In August, the Center for Countering Digital Hate and the Human Rights Campaign ranked Boebert’s Twitter account as No. 3 on a list of high-profile accounts that most frequently spread anti-LGBTQ lies. Boebert responded by saying, “My tweets about groomers are only third? Guess that means I have to tweet about these sick, demented groomers even more.”

Both members of Congress tweeted their “prayers” for the victims and family members of Sunday morning’s massacre. Neither has accepted responsibility for their role in creating the climate that enabled it or in voting against legislation that could have prevented it.

Both Boebert and Lamborn voted against universal background checks for individuals seeking to obtain firearms and proposed defunding state red flag laws, which temporarily remove weapons from people presenting a danger to themselves or others. These were two particularly devastating votes given that the gunman in this weekend’s murders might have been restricted from possessing the guns used in the massacre if there were universal background checks and adequate funding to properly enforce Colorado’s red flag laws.

A police bomb squad had previously responded to the gunman’s home and evacuated neighbors after his own mother contacted authorities to report that he threatened her with a homemade bomb.

In this limited regard, the GOP is correct. The mere existence of laws alone cannot prevent gun violence when a broad cross-section of society that includes elected officials, churches, paramilitary organizations and law enforcement are more concerned with the right to possess a weapon of mass death, than with preventing the use of that tool for mass killing.

Despite their rhetoric of wanting to create safer communities for our children and families, the words, actions and alliances of GOP leaders reveal a party that both promotes violence against certain groups of people and provides a legal shield to those seeking to commit violence.

No matter how much rhetoric they direct at the dangers of “sanctuary cities,” it is GOP policies that repeatedly provide safe harbor for known violently unstable criminals to remain in possession of dangerous weapons designed for the exclusive purpose of killing as many human beings as possible on the battlefield.

By spreading fear of LGBTQ+ people and “others,” domestic terrorists and their GOP allies keep us distracted from the threat hatemongers pose to our nation and anyone who dares speak against their extremism.

Is the transgender kid trying to participate in high school sports or go the bathroom without fear of bullying and harassment a greater threat to our communities than self-appointed vigilantes?
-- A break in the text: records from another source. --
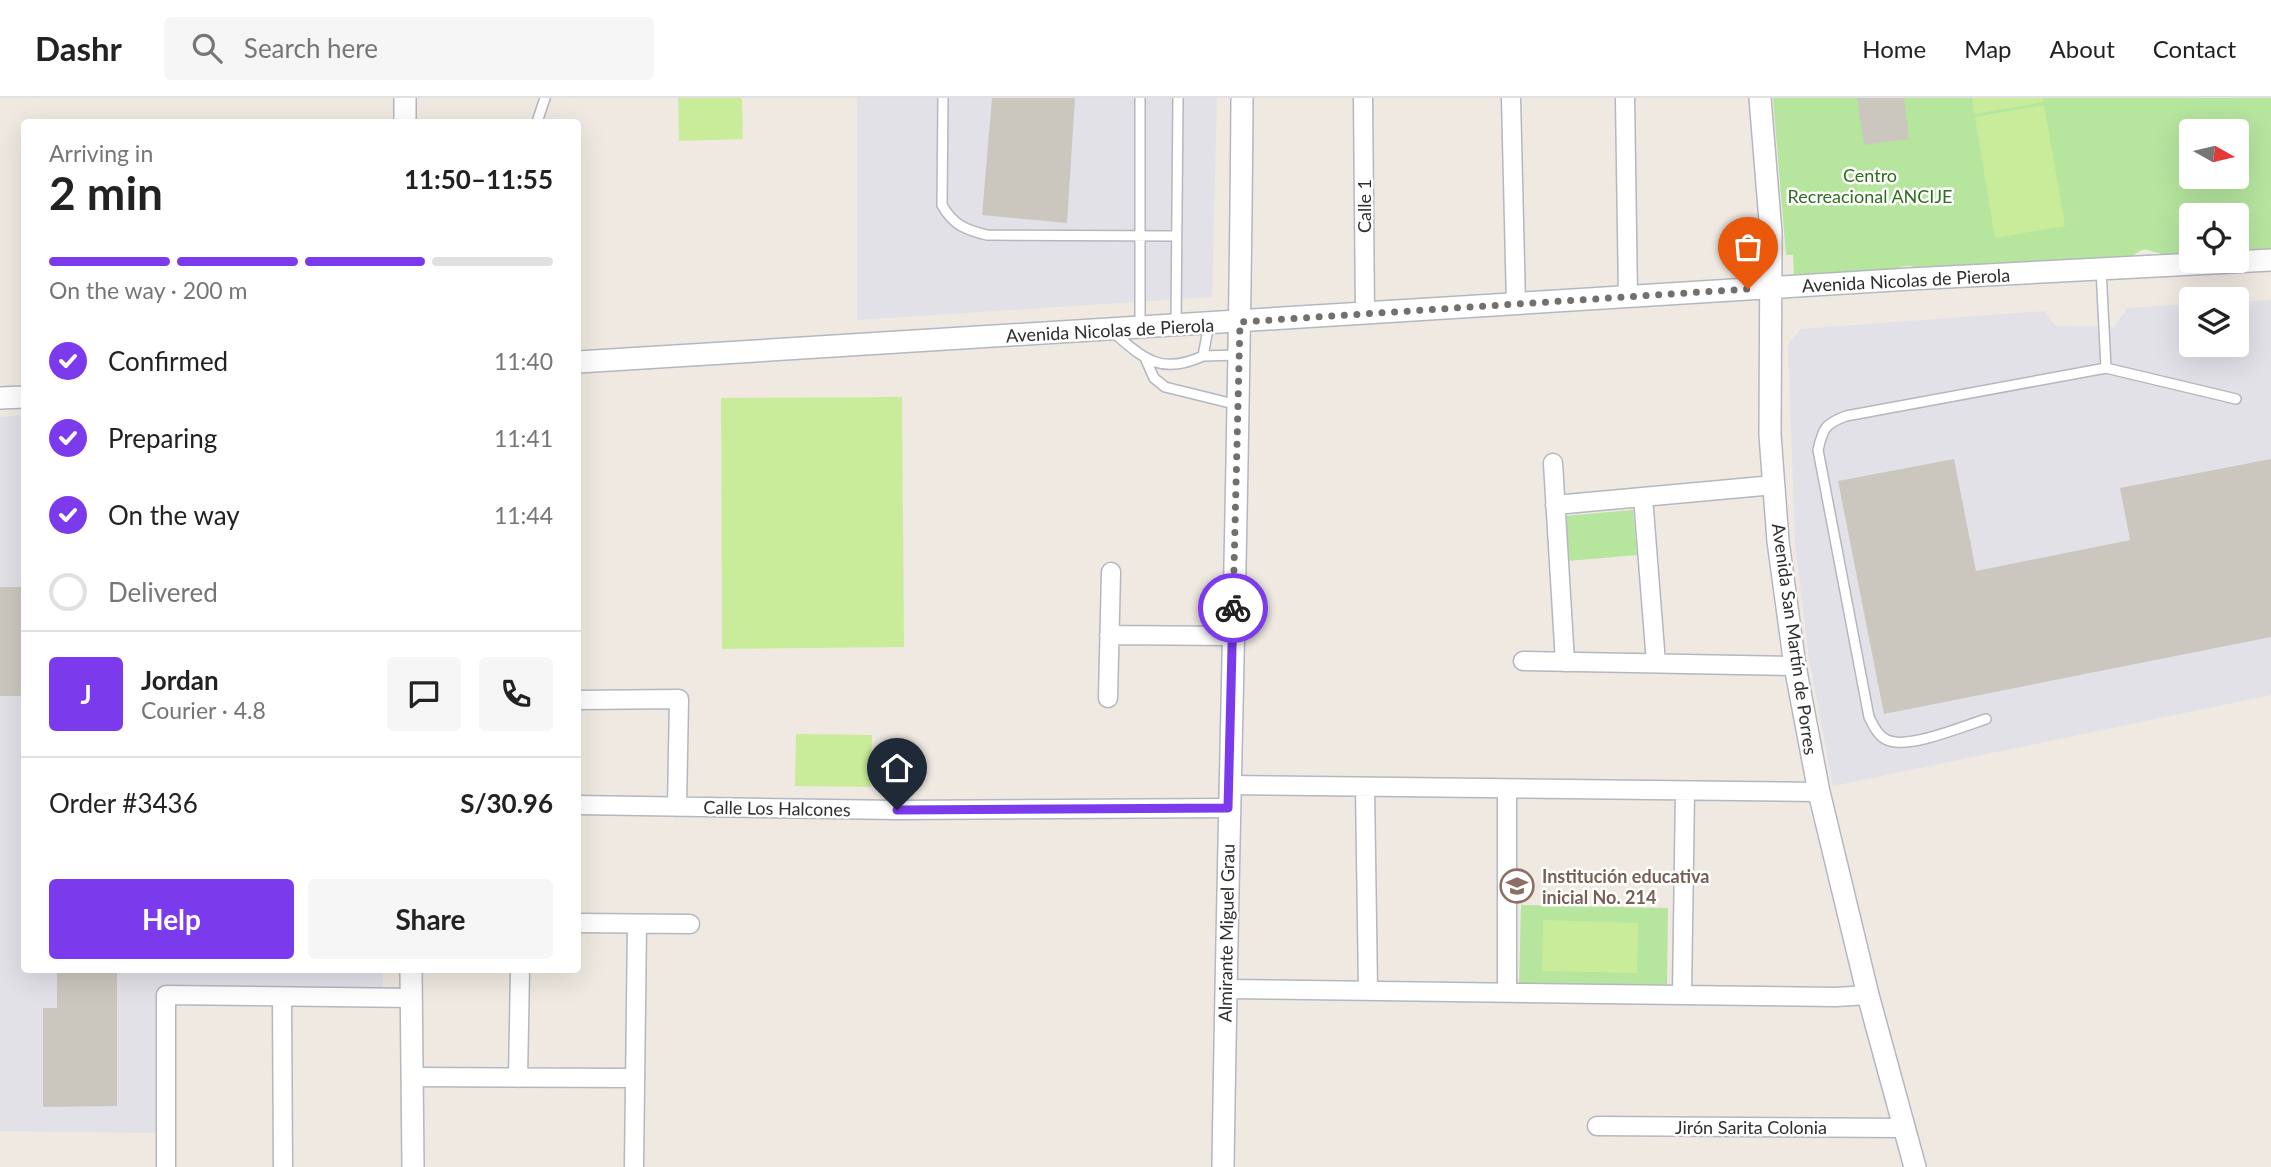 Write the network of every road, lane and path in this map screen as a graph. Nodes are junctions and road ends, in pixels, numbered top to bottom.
1 (405, 98) edge
2 (545, 98) edge
3 (943, 98) edge
4 (1140, 98) edge
5 (1178, 98) edge
6 (1363, 98) edge
7 (1511, 98) edge
8 (1625, 98) edge
9 (1760, 98) edge
10 (1245, 99) edge
11 (405, 119) edge
12 (538, 119) edge
13 (1139, 236) junction
14 (1175, 236) junction
15 (2271, 260) edge
16 (2101, 269) junction
17 (1772, 288) junction
18 (1628, 296) junction
19 (1516, 304) junction
20 (1365, 314) junction
21 (1240, 322) junction
22 (1209, 324) junction
23 (1176, 326) junction
24 (1140, 328) junction
25 (1110, 330) junction
26 (1239, 355) junction
27 (1203, 356) junction
28 (1146, 360) junction
29 (581, 362) edge
30 (2106, 368) junction
31 (21, 397) edge
32 (0, 398) edge
33 (2236, 399) dead end
34 (1238, 404) junction
35 (1553, 463) dead end
36 (1774, 485) junction
37 (1643, 497) junction
38 (1555, 505) junction
39 (1111, 572) dead end
40 (1109, 635) junction
41 (1232, 636) junction
42 (1523, 661) dead end
43 (1565, 662) junction
44 (1656, 663) junction
45 (1795, 666) junction
46 (1108, 698) dead end
47 (581, 700) edge
48 (1986, 719) dead end
49 (1229, 785) junction
50 (1365, 787) junction
51 (1507, 789) junction
52 (1685, 791) junction
53 (1819, 792) junction
54 (581, 805) edge
55 (677, 807) junction
56 (1228, 808) junction
57 (581, 923) edge
58 (637, 924) junction
59 (690, 924) dead end
60 (411, 973) edge
61 (520, 973) edge
62 (1226, 989) junction
63 (1368, 990) junction
64 (1507, 992) junction
65 (1682, 994) junction
66 (1868, 995) junction
67 (282, 997) junction
68 (412, 998) junction
69 (412, 1077) junction
70 (635, 1077) junction
71 (518, 1078) junction
72 (1597, 1126) dead end
73 (1905, 1128) junction
74 (166, 1167) edge
75 (283, 1167) edge
76 (413, 1167) edge
77 (634, 1167) edge
78 (1223, 1167) edge
79 (1916, 1167) edge

1 - 11 street
2 - 12 lane
3 - 13 lane
4 - 13 lane
5 - 14 lane
6 - 20 street, Calle 1
7 - 19 street
8 - 18 street
9 - 17 street, Avenida San Martín de Porres
10 - 21 street, Almirante Miguel Grau
13 - 14 lane
13 - 24 lane
14 - 23 lane
15 - 16 street, Avenida Nicolas de Pierola
16 - 17 street, Avenida Nicolas de Pierola
16 - 30 lane
17 - 18 street, Avenida Nicolas de Pierola
17 - 36 street, Avenida San Martín de Porres
18 - 19 street, Avenida Nicolas de Pierola
19 - 20 street, Avenida Nicolas de Pierola
20 - 21 street, Avenida Nicolas de Pierola
21 - 22 street, Avenida Nicolas de Pierola
21 - 26 street, Almirante Miguel Grau
22 - 23 street, Avenida Nicolas de Pierola
22 - 27 lane
23 - 24 street, Avenida Nicolas de Pierola
24 - 25 street, Avenida Nicolas de Pierola
25 - 28 lane
25 - 29 street, Avenida Nicolas de Pierola
26 - 27 lane
26 - 34 street, Almirante Miguel Grau
27 - 28 lane
28 - 34 lane
30 - 33 lane
30 - 48 lane
31 - 32 street
34 - 41 street, Almirante Miguel Grau
35 - 38 street
36 - 37 street
36 - 45 street, Avenida San Martín de Porres
37 - 38 street
37 - 44 street
38 - 43 street
39 - 40 street
40 - 41 street
40 - 46 street
41 - 49 street, Almirante Miguel Grau
42 - 43 street
43 - 44 street
44 - 45 street
45 - 53 street, Avenida San Martín de Porres
47 - 55 street
49 - 50 street
49 - 56 street, Almirante Miguel Grau
50 - 51 street
50 - 63 street
51 - 52 street
51 - 64 street
52 - 53 street
52 - 65 street
53 - 66 street, Avenida San Martín de Porres
54 - 55 street, Calle Los Halcones
55 - 56 street, Calle Los Halcones
56 - 62 street, Almirante Miguel Grau
57 - 58 street
58 - 59 street
58 - 70 street
60 - 68 street
61 - 71 street
62 - 63 street
62 - 78 street, Almirante Miguel Grau
63 - 64 street
64 - 65 street
65 - 66 street
66 - 73 street, Avenida San Martín de Porres
67 - 68 street
67 - 74 street
67 - 75 street
68 - 69 street
69 - 71 street
69 - 76 street
70 - 71 street
70 - 77 street
72 - 73 street, Jirón Sarita Colonia
73 - 79 street, Avenida San Martín de Porres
Are drag queens reading books in a library a greater threat to our children than a domestic terrorist with a weapon of war?

Are gay and lesbian people dancing at a nightclub or a Pride festival more dangerous than the mass shooters now dominating our headlines?

The GOP and its terrorist allies would have you believe that the greatest threat to our country is from people who want little more than to live openly and honestly as LGBTQ+ people. Meanwhile the rhetorical climate of the far right (both evangelical and secular) rivals the language of the Taliban, al-Qaida and Nazis in its willingness to encourage violence against LGBTQ+ people.

Enough is enough.

If the GOP and its extremist allies are serious about safer communities, if they are serious about protecting innocent lives, then they will take serious action to stop the hateful rhetoric and actively promote a society in which LGBTQ+ people can participate fully without fear of bullying or violence.

This means an end to the assaults on equal rights for LGBTQ+ adults; an end to the vile accusations against transgender children; an end to the war on books, TV shows, movies and classroom curriculum that acknowledge the existence and humanity of LGBTQ+ people; and most importantly, an end to the violence.